Verduurzaming van vervoer
Het grootste deel van de uitgaven aan mobiliteit gaan nu nog naar de instandhouding en groei van ouderwetse automobiliteit, terwijl we een transitie willen maken naar duurzame mobiliteit. De fiets krijgt voorrang in plannen op het openbaar vervoer en het openbaar vervoer op de auto. Als er dan toch geïnvesteerd moet worden in automobiliteit, dan duurzaam. Kortom: het vervoer van mensen en van goederen vindt plaats op een zo duurzaam mogelijke manier. We willen dat we ons in 2035 uitstootvrij vervoeren.
D66 wil
- Ruimte voor ritten. In elk dorp en in elke stad moet het mogelijk zijn om autobezit en autogebruik te vervangen met platformmobiliteit. Het gaat dan om digitale platforms die duurzame vervoersdiensten aanbieden op rit-basis, bijvoorbeeld met elektrische deelauto’s. Geen roestende auto voor de deur maar een rit in de buurt. Samen met gemeenten maakt de provincie de vestiging en uitbreiding van duurzame platformdiensten mogelijk.

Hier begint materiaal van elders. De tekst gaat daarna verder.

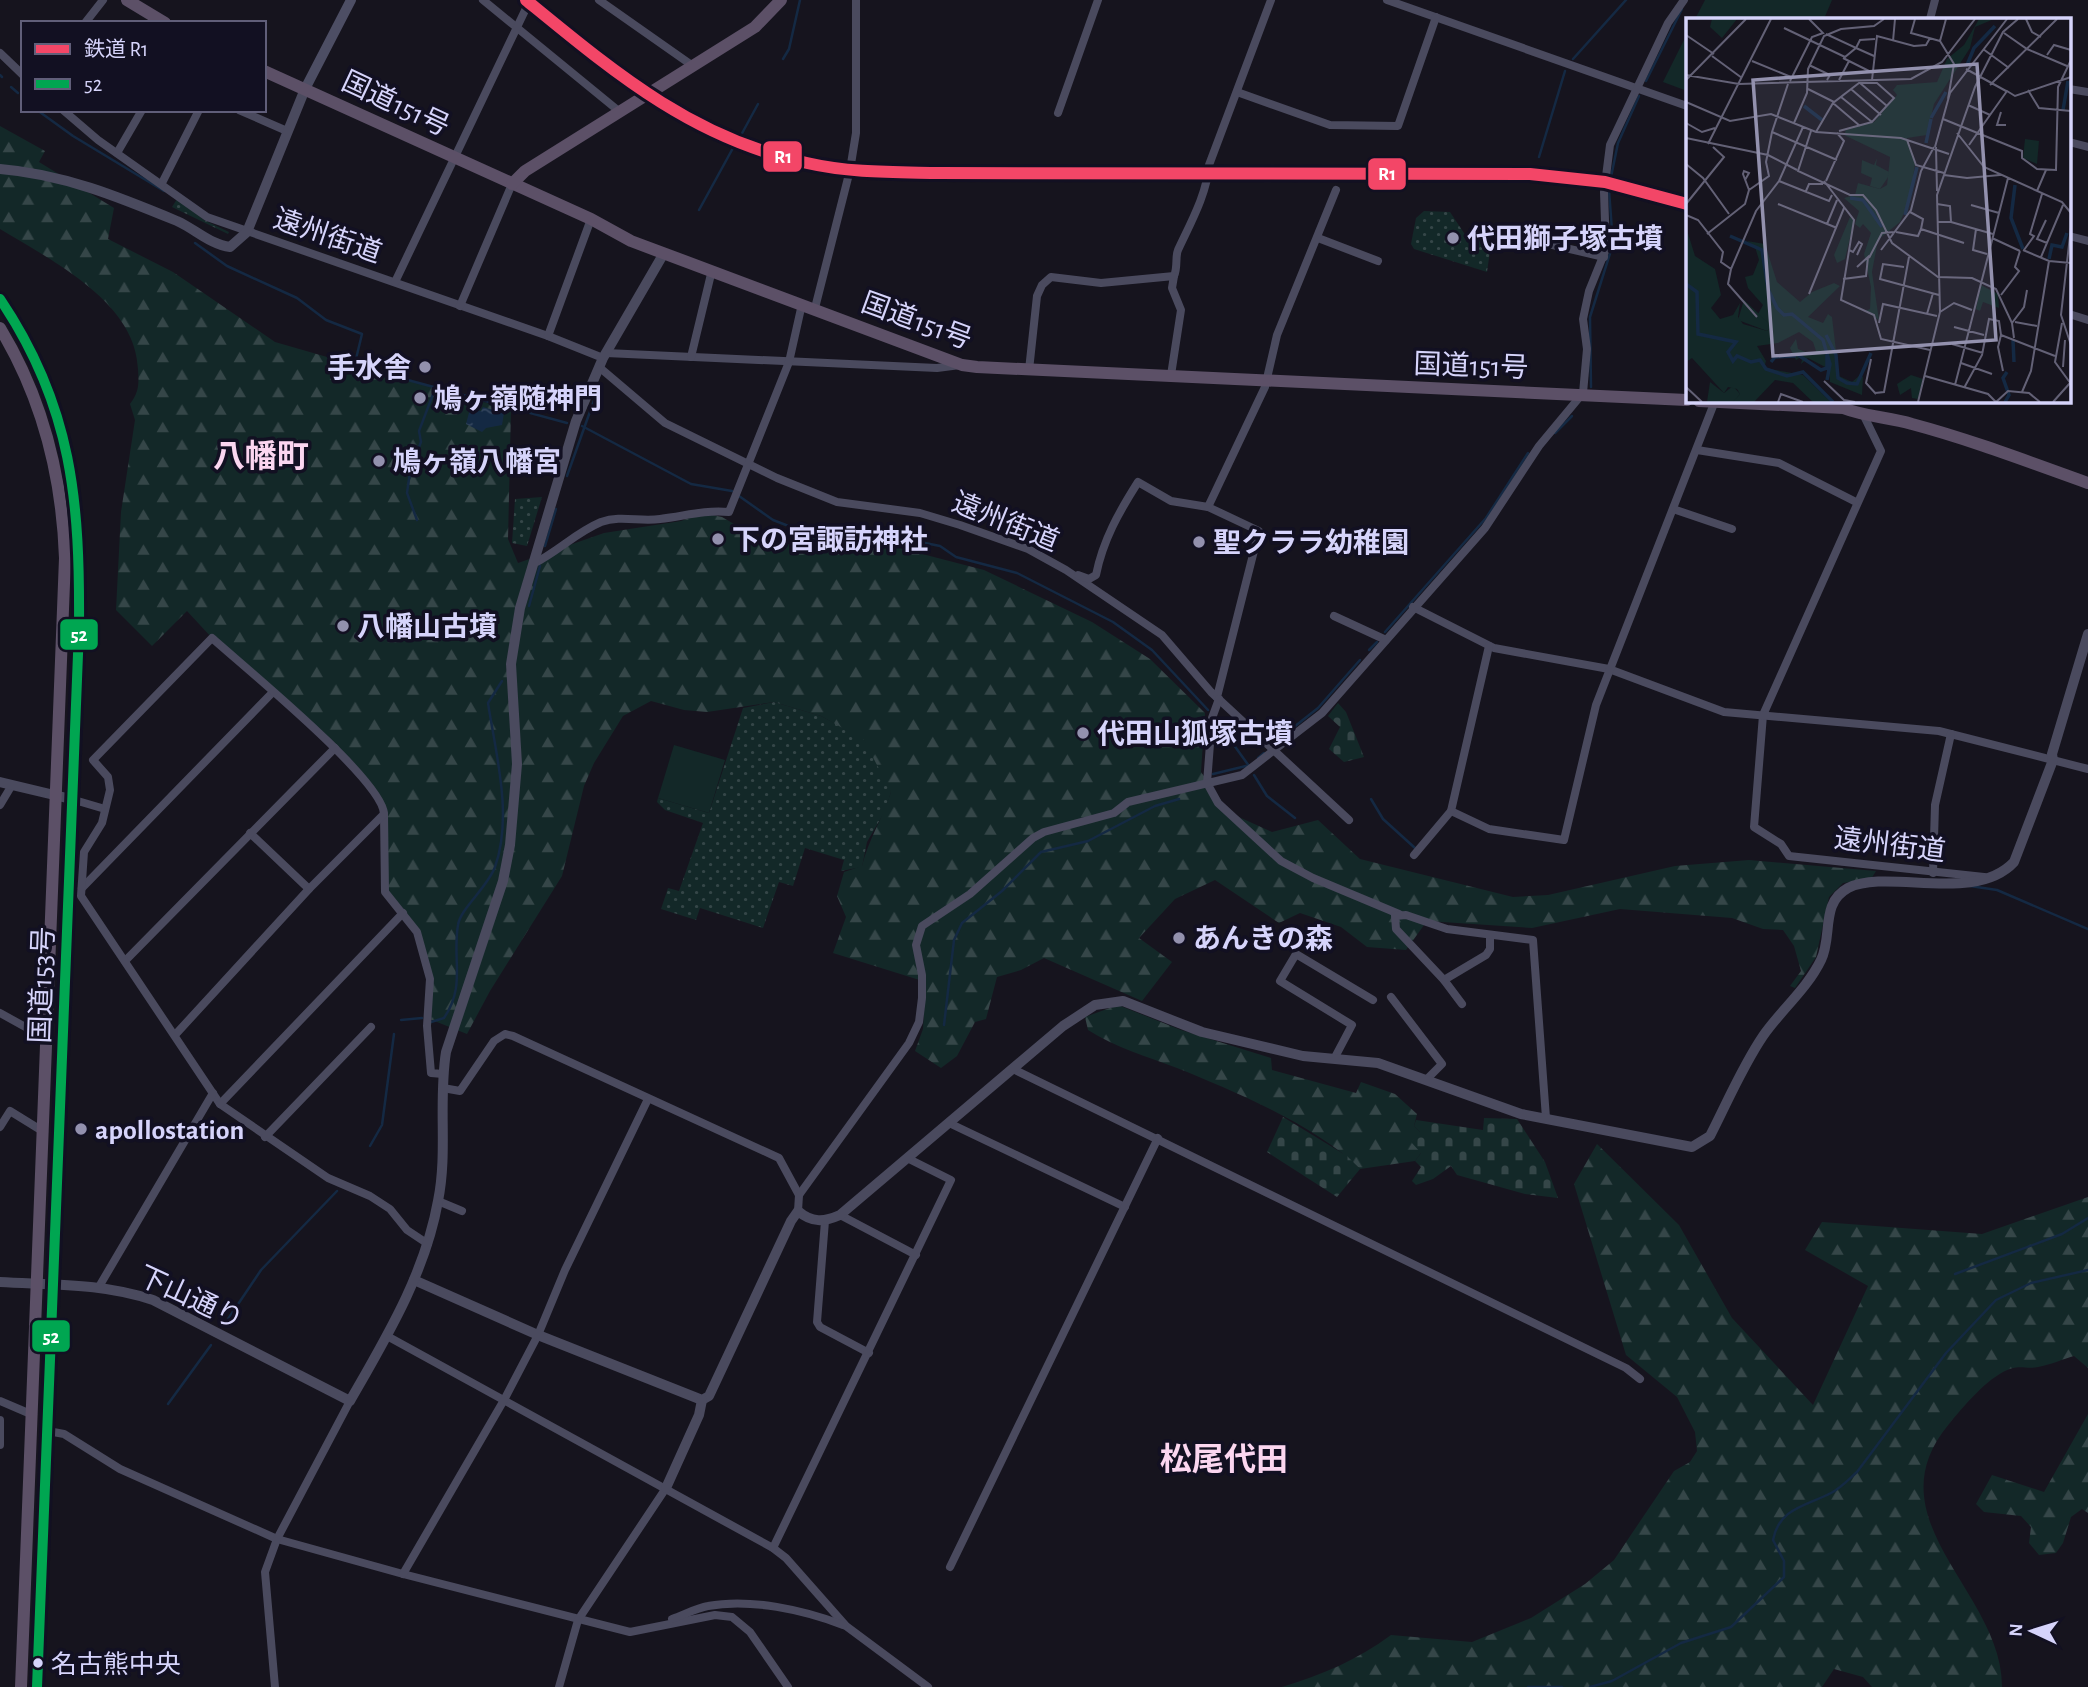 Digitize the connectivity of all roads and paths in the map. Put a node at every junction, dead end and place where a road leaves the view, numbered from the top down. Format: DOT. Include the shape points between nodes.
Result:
graph roads {
  1 [pos="103,0"];
  2 [pos="127,0"];
  3 [pos="351,0"];
  4 [pos="483,0"];
  5 [pos="530,0"];
  6 [pos="599,0"];
  7 [pos="782,0"];
  8 [pos="856,0"];
  9 [pos="1098,0"];
  10 [pos="1271,0"];
  11 [pos="1387,0"];
  12 [pos="1684,0"];
  13 [pos="1935,0"];
  14 [pos="1436,17"];
  15 [pos="1930,18"];
  16 [pos="87,21"];
  17 [pos="162,21"];
  18 [pos="516,27"];
  19 [pos="0,53"];
  20 [pos="693,66"];
  21 [pos="266,72"];
  22 [pos="21,73"];
  23 [pos="305,89"];
  24 [pos="1637,89"];
  25 [pos="2070,89"];
  26 [pos="1237,92"];
  27 [pos="2088,92"];
  28 [pos="1686,106"];
  29 [pos="66,112"];
  30 [pos="141,112"];
  31 [pos="198,112"];
  32 [pos="245,112"];
  33 [pos="620,112"];
  34 [pos="1058,113"];
  35 [pos="286,131"];
  36 [pos="2070,142"];
  37 [pos="2088,147"];
  38 [pos="117,153"];
  39 [pos="454,157"];
  40 [pos="0,169"];
  41 [pos="162,183"];
  42 [pos="512,184"];
  43 [pos="1336,191"];
  44 [pos="591,219"];
  45 [pos="247,232"];
  46 [pos="2070,236"];
  47 [pos="1318,238"];
  48 [pos="1531,240"];
  49 [pos="2088,241"];
  50 [pos="664,253"];
  51 [pos="1604,257"];
  52 [pos="1378,261"];
  53 [pos="712,270"];
  54 [pos="1174,276"];
  55 [pos="395,282"];
  56 [pos="0,299"];
  57 [pos="460,306"];
  58 [pos="809,306"];
  59 [pos="2070,314"];
  60 [pos="2088,320"];
  61 [pos="0,328"];
  62 [pos="548,336"];
  63 [pos="691,357"];
  64 [pos="603,359"];
  65 [pos="789,362"];
  66 [pos="962,365"];
  67 [pos="1028,370"];
  68 [pos="1171,376"];
  69 [pos="1266,380"];
  70 [pos="1583,394"];
  71 [pos="1686,400"];
  72 [pos="1715,402"];
  73 [pos="1757,402"];
  74 [pos="1840,404"];
  75 [pos="1864,416"];
  76 [pos="1697,450"];
  77 [pos="748,461"];
  78 [pos="2088,483"];
  79 [pos="1856,502"];
  80 [pos="1208,507"];
  81 [pos="1673,509"];
  82 [pos="1732,529"];
  83 [pos="533,564"];
  84 [pos="1066,570"];
  85 [pos="1096,575"];
  86 [pos="1119,603"];
  87 [pos="1413,607"];
  88 [pos="1334,616"];
  89 [pos="2088,634"];
  90 [pos="1386,640"];
  91 [pos="1489,646"];
  92 [pos="1609,669"];
  93 [pos="272,693"];
  94 [pos="1218,698"];
  95 [pos="1763,715"];
  96 [pos="1951,734"];
  97 [pos="335,748"];
  98 [pos="1273,750"];
  99 [pos="2053,760"];
  100 [pos="2088,769"];
  101 [pos="0,782"];
  102 [pos="1207,783"];
  103 [pos="12,785"];
  104 [pos="54,796"];
  105 [pos="71,799"];
  106 [pos="0,805"];
  107 [pos="106,809"];
  108 [pos="1451,811"];
  109 [pos="384,814"];
  110 [pos="1349,820"];
  111 [pos="250,833"];
  112 [pos="1414,855"];
  113 [pos="1933,873"];
  114 [pos="1986,877"];
  115 [pos="82,888"];
  116 [pos="309,890"];
  117 [pos="403,913"];
  118 [pos="1399,914"];
  119 [pos="1490,935"];
  120 [pos="125,961"];
  121 [pos="1444,980"];
  122 [pos="1391,997"];
  123 [pos="1373,1000"];
  124 [pos="1462,1004"];
  125 [pos="0,1013"];
  126 [pos="371,1027"];
  127 [pos="174,1035"];
  128 [pos="47,1039"];
  129 [pos="1334,1059"];
  130 [pos="1013,1069"];
  131 [pos="443,1073"];
  132 [pos="1426,1080"];
  133 [pos="443,1088"];
  134 [pos="213,1093"];
  135 [pos="648,1099"];
  136 [pos="220,1104"];
  137 [pos="1545,1118"];
  138 [pos="949,1123"];
  139 [pos="0,1127"];
  140 [pos="44,1132"];
  141 [pos="265,1137"];
  142 [pos="1158,1138"];
  143 [pos="907,1158"];
  144 [pos="799,1195"];
  145 [pos="439,1201"];
  146 [pos="1125,1207"];
  147 [pos="798,1211"];
  148 [pos="462,1212"];
  149 [pos="840,1215"];
  150 [pos="825,1221"];
  151 [pos="428,1244"];
  152 [pos="916,1255"];
  153 [pos="414,1280"];
  154 [pos="0,1282"];
  155 [pos="39,1284"];
  156 [pos="55,1284"];
  157 [pos="100,1285"];
  158 [pos="538,1335"];
  159 [pos="387,1336"];
  160 [pos="869,1353"];
  161 [pos="1640,1380"];
  162 [pos="504,1400"];
  163 [pos="702,1400"];
  164 [pos="0,1401"];
  165 [pos="350,1401"];
  166 [pos="33,1415"];
  167 [pos="0,1419"];
  168 [pos="48,1431"];
  169 [pos="0,1445"];
  170 [pos="666,1488"];
  171 [pos="277,1539"];
  172 [pos="773,1548"];
  173 [pos="950,1567"];
  174 [pos="403,1574"];
  175 [pos="578,1619"];
  176 [pos="657,1626"];
  177 [pos="846,1626"];
  178 [pos="22,1687"];
  179 [pos="37,1687"];
  180 [pos="275,1687"];
  181 [pos="559,1687"];
  182 [pos="788,1687"];
  183 [pos="928,1687"];
  1 -- 16 [label="street"];
  2 -- 17 [label="highway"];
  3 -- 23 [label="main road"];
  4 -- 18 [label="street"];
  5 -- 18 [label="street"];
  6 -- 20 [label="street"];
  7 -- 20 [label="highway" via="755,27"];
  8 -- 58 [label="street" via="850,170"];
  9 -- 34 [label="street"];
  10 -- 26 [label="street"];
  11 -- 14 [label="street"];
  12 -- 24 [label="street"];
  13 -- 15 [label="street"];
  14 -- 24 [label="street"];
  14 -- 26 [label="street" via="1398,126 1331,125"];
  18 -- 33 [label="street"];
  18 -- 39 [label="street"];
  19 -- 22 [label="street"];
  20 -- 33 [label="highway"];
  21 -- 23 [label="highway, 国道151号"];
  23 -- 35 [label="street"];
  23 -- 39 [label="highway, 国道151号"];
  24 -- 28 [label="street"];
  24 -- 51 [label="street" via="1610,145"];
  25 -- 27 [label="street"];
  26 -- 54 [label="street" via="1191,227 1177,252"];
  29 -- 38 [label="street, 遠州街道"];
  30 -- 38 [label="street"];
  31 -- 41 [label="street"];
  32 -- 35 [label="street"];
  33 -- 42 [label="highway" via="525,171"];
  35 -- 45 [label="street"];
  36 -- 37 [label="street"];
  38 -- 41 [label="street, 遠州街道"];
  39 -- 42 [label="highway, 国道151号"];
  39 -- 55 [label="street"];
  40 -- 45 [label="street" via="67,179 184,224 223,246 237,244"];
  41 -- 45 [label="street, 遠州街道" via="207,217"];
  42 -- 44 [label="highway, 国道151号"];
  42 -- 57 [label="street"];
  43 -- 47 [label="street"];
  44 -- 50 [label="highway, 国道151号"];
  44 -- 62 [label="street"];
  45 -- 55 [label="street, 遠州街道"];
  46 -- 49 [label="street"];
  47 -- 52 [label="street"];
  47 -- 69 [label="street" via="1277,335"];
  48 -- 51 [label="street"];
  50 -- 53 [label="highway, 国道151号"];
  50 -- 64 [label="street"];
  51 -- 70 [label="street" via="1585,306"];
  53 -- 58 [label="highway, 国道151号"];
  53 -- 63 [label="street"];
  54 -- 67 [label="street" via="1101,283 1051,277 1037,296"];
  54 -- 68 [label="street" via="1172,288 1181,310"];
  55 -- 57 [label="street, 遠州街道"];
  56 -- 105 [label="highway, 国道153号" via="47,389 76,499 79,629"];
  57 -- 62 [label="street, 遠州街道"];
  58 -- 65 [label="street"];
  58 -- 66 [label="highway, 国道151号"];
  59 -- 60 [label="street"];
  61 -- 104 [label="highway, 国道153号" via="42,416 61,497 64,602"];
  62 -- 64 [label="street, 遠州街道"];
  63 -- 64 [label="street, 遠州街道"];
  63 -- 65 [label="street, 遠州街道"];
  64 -- 77 [label="street, 遠州街道" via="665,423"];
  64 -- 83 [label="street" via="565,452"];
  65 -- 66 [label="street, 遠州街道" via="937,369"];
  65 -- 77 [label="street"];
  66 -- 67 [label="highway, 国道151号"];
  67 -- 68 [label="highway, 国道151号"];
  68 -- 69 [label="highway, 国道151号"];
  69 -- 70 [label="highway, 国道151号"];
  69 -- 80 [label="street"];
  70 -- 71 [label="highway, 国道151号"];
  70 -- 87 [label="street" via="1539,446 1486,528"];
  72 -- 76 [label="street"];
  73 -- 74 [label="highway"];
  74 -- 75 [label="highway"];
  75 -- 78 [label="highway" via="1910,423"];
  75 -- 79 [label="street" via="1881,451"];
  76 -- 79 [label="street" via="1779,463"];
  76 -- 81 [label="street"];
  77 -- 83 [label="street" via="729,512 702,510 657,520 605,521 576,534 561,550"];
  77 -- 84 [label="street, 遠州街道" via="837,502 920,513 1028,550"];
  79 -- 95 [label="street"];
  80 -- 85 [label="street" via="1171,501 1138,482 1117,515"];
  80 -- 94 [label="street" via="1259,531"];
  81 -- 82 [label="street"];
  81 -- 92 [label="street"];
  83 -- 131 [label="street" via="511,664 517,764 510,845"];
  84 -- 85 [label="street" via="1089,579"];
  84 -- 86 [label="street, 遠州街道"];
  85 -- 86 [label="street" via="1100,588"];
  86 -- 94 [label="street, 遠州街道" via="1162,635"];
  87 -- 90 [label="street"];
  87 -- 91 [label="street"];
  88 -- 90 [label="street"];
  89 -- 99 [label="street"];
  90 -- 98 [label="street" via="1322,713"];
  91 -- 92 [label="street"];
  91 -- 108 [label="street"];
  92 -- 95 [label="street" via="1724,712"];
  92 -- 108 [label="street" via="1564,840 1489,829"];
  93 -- 97 [label="street"];
  93 -- 107 [label="street" via="212,638 93,760 108,777"];
  93 -- 115 [label="street"];
  94 -- 98 [label="street, 遠州街道"];
  94 -- 102 [label="street"];
  95 -- 96 [label="street"];
  95 -- 113 [label="street, 遠州街道" via="1754,827 1789,856"];
  96 -- 99 [label="street"];
  96 -- 113 [label="street" via="1935,805"];
  97 -- 109 [label="street" via="382,800"];
  97 -- 111 [label="street"];
  98 -- 102 [label="street" via="1253,769"];
  98 -- 110 [label="street, 遠州街道"];
  99 -- 100 [label="street"];
  99 -- 114 [label="street" via="2014,862"];
  101 -- 103 [label="street"];
  102 -- 118 [label="street" via="1218,803 1282,861"];
  102 -- 144 [label="street" via="1128,802 1114,813 1032,838 970,894 922,926 916,945 922,975 919,1022 909,1044"];
  103 -- 104 [label="street"];
  103 -- 106 [label="street"];
  104 -- 105 [label="street"];
  104 -- 128 [label="highway, 国道153号"];
  105 -- 107 [label="street"];
  105 -- 156 [label="highway, 国道153号"];
  107 -- 115 [label="street" via="84,852"];
  108 -- 112 [label="street"];
  109 -- 116 [label="street"];
  109 -- 117 [label="street" via="385,892"];
  111 -- 116 [label="street"];
  111 -- 120 [label="street"];
  113 -- 114 [label="street, 遠州街道"];
  114 -- 137 [label="street" via="1935,884 1865,883 1848,888 1833,901 1822,959 1762,1038 1710,1136 1701,1143 1692,1147"];
  115 -- 120 [label="street" via="82,896"];
  116 -- 127 [label="street"];
  117 -- 131 [label="street" via="417,932 430,979 430,1073"];
  117 -- 136 [label="street"];
  118 -- 119 [label="street" via="1433,927"];
  118 -- 121 [label="street" via="1393,920 1396,929"];
  119 -- 121 [label="street" via="1486,955"];
  119 -- 137 [label="street" via="1533,940 1535,944"];
  120 -- 127 [label="street"];
  121 -- 124 [label="street"];
  122 -- 132 [label="street" via="1442,1064"];
  123 -- 129 [label="street" via="1296,954 1280,981 1352,1025"];
  125 -- 128 [label="street"];
  126 -- 141 [label="street"];
  127 -- 134 [label="street"];
  128 -- 140 [label="highway, 国道153号"];
  129 -- 130 [label="street" via="1202,1032 1133,1003 1110,1002 1079,1014"];
  129 -- 132 [label="street" via="1378,1063"];
  130 -- 138 [label="street"];
  130 -- 142 [label="street"];
  131 -- 133 [label="street"];
  132 -- 137 [label="street" via="1495,1107"];
  133 -- 135 [label="street" via="460,1091 494,1041 505,1034"];
  133 -- 145 [label="street"];
  134 -- 136 [label="street"];
  134 -- 157 [label="street"];
  135 -- 144 [label="street" via="779,1158"];
  135 -- 158 [label="street"];
  136 -- 141 [label="street"];
  138 -- 143 [label="street"];
  138 -- 146 [label="street"];
  139 -- 140 [label="street" via="10,1111"];
  140 -- 155 [label="highway, 国道153号"];
  141 -- 151 [label="street" via="328,1178 390,1209 407,1230"];
  142 -- 146 [label="street"];
  142 -- 161 [label="street" via="1626,1368"];
  143 -- 149 [label="street"];
  143 -- 152 [label="street" via="951,1180"];
  144 -- 147 [label="street"];
  145 -- 148 [label="street"];
  145 -- 151 [label="street"];
  146 -- 173 [label="street"];
  147 -- 150 [label="street" via="811,1220"];
  147 -- 163 [label="street" via="709,1396"];
  149 -- 150 [label="street"];
  149 -- 152 [label="street"];
  150 -- 160 [label="street" via="817,1322"];
  151 -- 153 [label="street"];
  152 -- 160 [label="street"];
  153 -- 158 [label="street"];
  153 -- 159 [label="street"];
  154 -- 155 [label="street, 下山通り"];
  155 -- 156 [label="street, 下山通り"];
  155 -- 166 [label="highway, 国道153号"];
  156 -- 157 [label="street, 下山通り"];
  156 -- 168 [label="highway, 国道153号"];
  157 -- 165 [label="street, 下山通り" via="153,1300"];
  158 -- 162 [label="street"];
  158 -- 163 [label="street"];
  159 -- 162 [label="street"];
  159 -- 165 [label="street"];
  160 -- 172 [label="street"];
  162 -- 170 [label="street"];
  162 -- 174 [label="street"];
  163 -- 170 [label="street"];
  164 -- 166 [label="street"];
  165 -- 171 [label="street"];
  166 -- 178 [label="highway, 国道153号"];
  167 -- 169 [label="street"];
  168 -- 171 [label="street" via="64,1434 120,1469"];
  168 -- 179 [label="highway, 国道153号"];
  170 -- 172 [label="street"];
  170 -- 175 [label="street"];
  171 -- 174 [label="street"];
  171 -- 180 [label="street" via="264,1585"];
  172 -- 177 [label="street"];
  174 -- 175 [label="street"];
  175 -- 176 [label="street" via="630,1632"];
  175 -- 181 [label="street"];
  176 -- 177 [label="street" via="702,1607 743,1604"];
  176 -- 182 [label="street" via="715,1615 732,1618 750,1632"];
  177 -- 183 [label="street"];
}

- Transparante investeringen in mobiliteit. Om een goede afweging te kunnen maken tussen mobiliteitsprojecten maakt het Programma Zuid-Hollandse Infrastructuur inzichtelijk wat de effecten zijn op mens en milieu. Hiervoor hanteert de provincie bij elk project dezelfde afwegingscriteria en effectrapportage.
- Verdubbeling van het aantal laadpalen langs de provinciale wegen. Zodat de elektrische auto en vrachtwagen de norm kunnen worden. Slim laden wordt de norm.
- Intensivering van elektrisch (openbaar) transport naar drukke werkplekken. Zoals de Rotterdamse haven zodat dit beter bereikbaar wordt voor de werknemers. Ook zal er gekeken worden waar het nodig is om het OV eerder te laten rijden, om zo vervoersarmoede te bestrijden.